BERDON, J., with whom MCDONALD, J.,

joins, concurring. To believe that General Statutes § 31-301 (f) does not affect the substantive rights of employers and insurers is to believe that Alice In Wonderland represents the real world. The majority concludes that § 31-301 (f) is procedural in order to avoid the application of the “date of injury rule”1 because an employee whose *324claim for workers’ compensation benefits is denied is statutorily obligated to repay an employer or its insurer some or all of the benefits received. The majority seems to ignore the fact that the employer or its insurer has little chance of recovering those benefits paid to employees during the appeal period. This is not because the employees are unwilling to abide by their obligations, but, rather, it is a result of the fact that many wage earners would not have the wherewithal to reimburse the employer or the insurer for weekly compensation and medical costs advanced during the appeal period.

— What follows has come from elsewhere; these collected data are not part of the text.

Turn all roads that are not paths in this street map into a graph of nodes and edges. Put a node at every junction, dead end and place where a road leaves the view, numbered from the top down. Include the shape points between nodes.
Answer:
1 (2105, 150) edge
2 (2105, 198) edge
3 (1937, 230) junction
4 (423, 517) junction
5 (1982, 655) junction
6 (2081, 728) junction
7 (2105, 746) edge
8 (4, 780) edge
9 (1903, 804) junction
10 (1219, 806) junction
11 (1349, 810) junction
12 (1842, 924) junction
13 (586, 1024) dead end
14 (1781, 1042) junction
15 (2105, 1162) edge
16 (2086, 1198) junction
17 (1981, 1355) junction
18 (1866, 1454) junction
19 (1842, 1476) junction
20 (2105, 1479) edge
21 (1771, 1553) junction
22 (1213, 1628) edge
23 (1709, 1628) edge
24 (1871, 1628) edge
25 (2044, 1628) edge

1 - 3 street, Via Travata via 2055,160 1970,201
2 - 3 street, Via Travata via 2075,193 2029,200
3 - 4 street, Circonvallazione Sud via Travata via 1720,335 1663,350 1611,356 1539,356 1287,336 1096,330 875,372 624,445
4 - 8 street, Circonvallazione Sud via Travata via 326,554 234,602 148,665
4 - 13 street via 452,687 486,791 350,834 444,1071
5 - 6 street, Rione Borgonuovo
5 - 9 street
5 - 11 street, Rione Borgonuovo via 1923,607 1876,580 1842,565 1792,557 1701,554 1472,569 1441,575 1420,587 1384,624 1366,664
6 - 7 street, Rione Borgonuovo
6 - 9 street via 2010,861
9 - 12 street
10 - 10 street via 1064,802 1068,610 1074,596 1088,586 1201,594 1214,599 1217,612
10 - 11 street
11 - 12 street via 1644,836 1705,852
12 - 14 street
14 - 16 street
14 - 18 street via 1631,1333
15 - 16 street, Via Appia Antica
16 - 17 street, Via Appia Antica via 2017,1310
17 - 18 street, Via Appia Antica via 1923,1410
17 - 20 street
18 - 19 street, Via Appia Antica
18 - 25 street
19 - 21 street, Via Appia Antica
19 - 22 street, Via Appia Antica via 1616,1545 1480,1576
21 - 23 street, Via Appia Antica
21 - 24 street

Nevertheless, I agree with the majority’s conclusion, not as a result of the application of the date of injury rule, but, rather, because the legislative history of § 31-301 (f), as recited in the majority opinion, indicates that the legislature intended it to have retroactive application.

Accordingly, I concur in the result.

The date of injury rule provides “that new workers’ compensation legislation affecting rights and obligations as between the parties, and not specifying otherwise, applied only to those persons who received injuries after the legislation became effective, and not to those injured previously.” Iacomacci v. Trumbull, 209 Conn. 219, 222, 550 A.2d 640 (1988).